Some observers seem to think that the white-headed woodpecker rarely, if ever, drums on tree trunks, but seeks its food more quietly; but Alexander Sprunt, Jr., tells me that the birds he saw in Oregon “drummed and beat upon the tree trunks and telephone poles at the roadside, exactly as any other woodpecker.” Clarence F. Smith writes to me that “one male bird was a regular overnight guest, hanging to the ridgepole of our cabin, outside the wall, just beneath the eaves. He never made any attempt to drill the wood there.”
Voice.—Grinnell and Storer (1924) say that “the usual call note of this woodpecker is a single wiek, but when excited, the female calls cheep-eep-eep-eep, very fast, and repeats the call every few seconds. The male, under similar circumstances calls yip, yip, yip, yip, in a much shriller tone, but in slower time.” Mr. Dawson (1923) once heard “a double or treble call-note, chick-up or chick-it-up, which reminded me somewhat of the Cabanis’s cry.” Major Bendire (1895) heard it utter “a sharp, clear witt-witt” as it passed from one tree to another; he considered it a rather silent bird.
Field marks.—The white-headed woodpecker could hardly be mistaken for any other bird. It is the only woodpecker with a wholly black body and a wholly white head; while perched it shows a long white stripe in the wing, and while flying a large white patch in the wing is conspicuous; the narrow red band on the nape is not conspicuous and can be seen only at short range and only in the adult male; young birds show more or less red in the crown. One would think that such a strikingly marked bird would be very conspicuous, but such is not the case; its coloration is, in fact, somewhat concealing in its chosen environment; its quiet behavior helps to make it less obvious. For example, Dr. Merrill (1888) writes: “On most of the pines in this vicinity there are many short stubs of small broken branches projecting an inch or two from the main trunk. When the sun is shining these projections are lighted up in such a manner as to appear quite white at a little distance, and they often cast a shadow exactly resembling the black body of the bird. In winter when a little snow has lodged on these stubs the resemblance is even greater, and almost daily I was misled by this deceptive appearance, either mistaking the stub for a bird or the reverse.”

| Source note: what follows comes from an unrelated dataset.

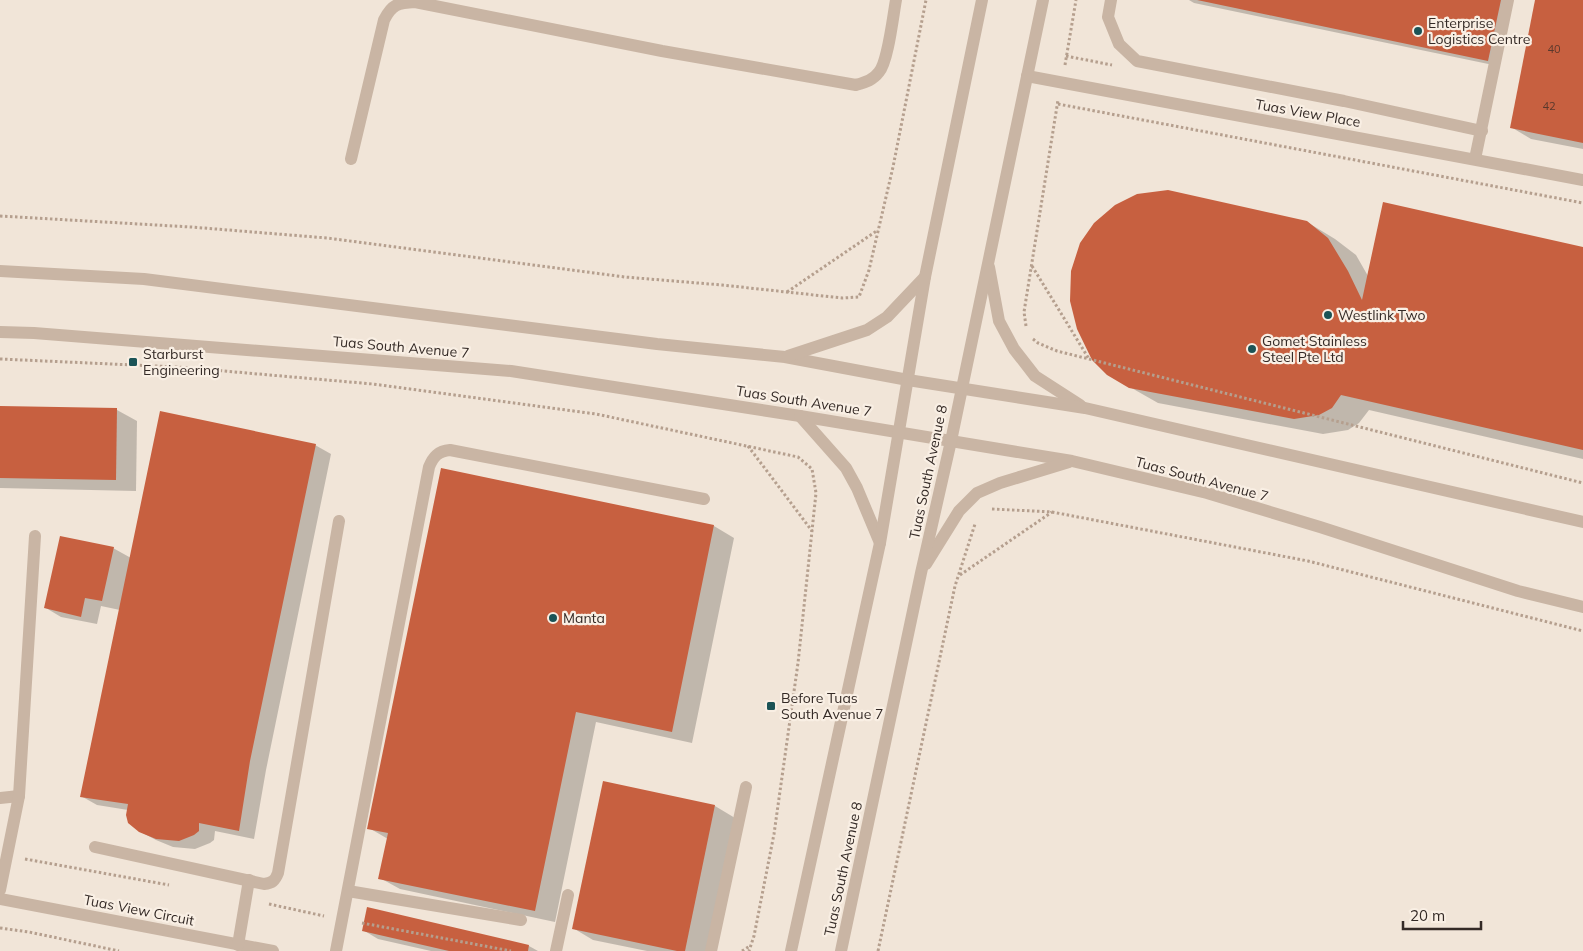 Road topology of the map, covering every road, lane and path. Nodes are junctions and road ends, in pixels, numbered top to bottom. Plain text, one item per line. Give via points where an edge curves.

Furthermore, Grinnell, Dixon, and Linsdale (1930) state that “it was further observed that in usual pose, either when foraging or when in digging or inspecting a nest hole, the whole back of a bird (either sex) appeared to a nearby observer solidly black, clear to the top of the head. The white showed only as a very narrow rim or border anteriorly around the black of the head. * * * At the same time the concealing black of the bird’s dorsal surface must cover all of the area of the bird exposed to the view of the potentially inimical observer at more or less distance.”
And again, Mrs. Bailey (1902) says:
Impossible as it would seem at first sight, I have found that the snow-white head often serves the bird as a disguise. It is the disguise of color pattern, for the black body seen against a tree trunk becomes one of the black streaks or shadows of the bark, and the white head is cut off as a detached white spot without bird-like suggestions. On the other hand, when the bird is exploring the light-barked young Shasta firs or gray, barkless tracts of old trees, the white of the head tones in with the gray and is lost, the headless back again becoming only a shadow or scar. But the most surprising thing of all is to see the sun streaming full on the white head and find that the bird form is lost. The white in this case is so glaring that it fills the eye and carries it over to the light streaks on the bark, making the black sink away as insignificant.
The activities of this and other woodpeckers play an important role in the welfare of the forests and the lives of the little furred and feathered denizens of the woods. It is a well-known fact that woodpeckers are most useful in guarding the living trees and destroying the insect pests that injure them; but Grinnell and Storer (1924) have called our attention to the fact that woodpeckers in general, and the white-headed woodpecker in particular, contribute, by their excessive drilling of nest holes, “rather directly toward bringing down the standing dead timber.” They continue:
Drilling by woodpeckers results in an increase in the number of entrances through which insects may get at the heart wood of a tree and thus hasten its ultimate disintegration. Water, also, is thus afforded an easier entrance and this hastens decay. Eventually each and every tree must yield its place in the forest to seedlings. The woodpeckers hasten this process of replacement, once the tree is dead.
Many of the wood-inhabiting animals depend upon this woodpecker to furnish them convenient nest holes or retreats. We have found mountain chickadees and slender-billed nuthatches incubating their own eggs in holes drilled in earlier years by the white-headed woodpecker; a Sierra flying squirrel was found occupying an old white-head’s hole. Probably, tree-dwelling chipmunks and perhaps California pigmy owls also occupy holes of this woodpecker.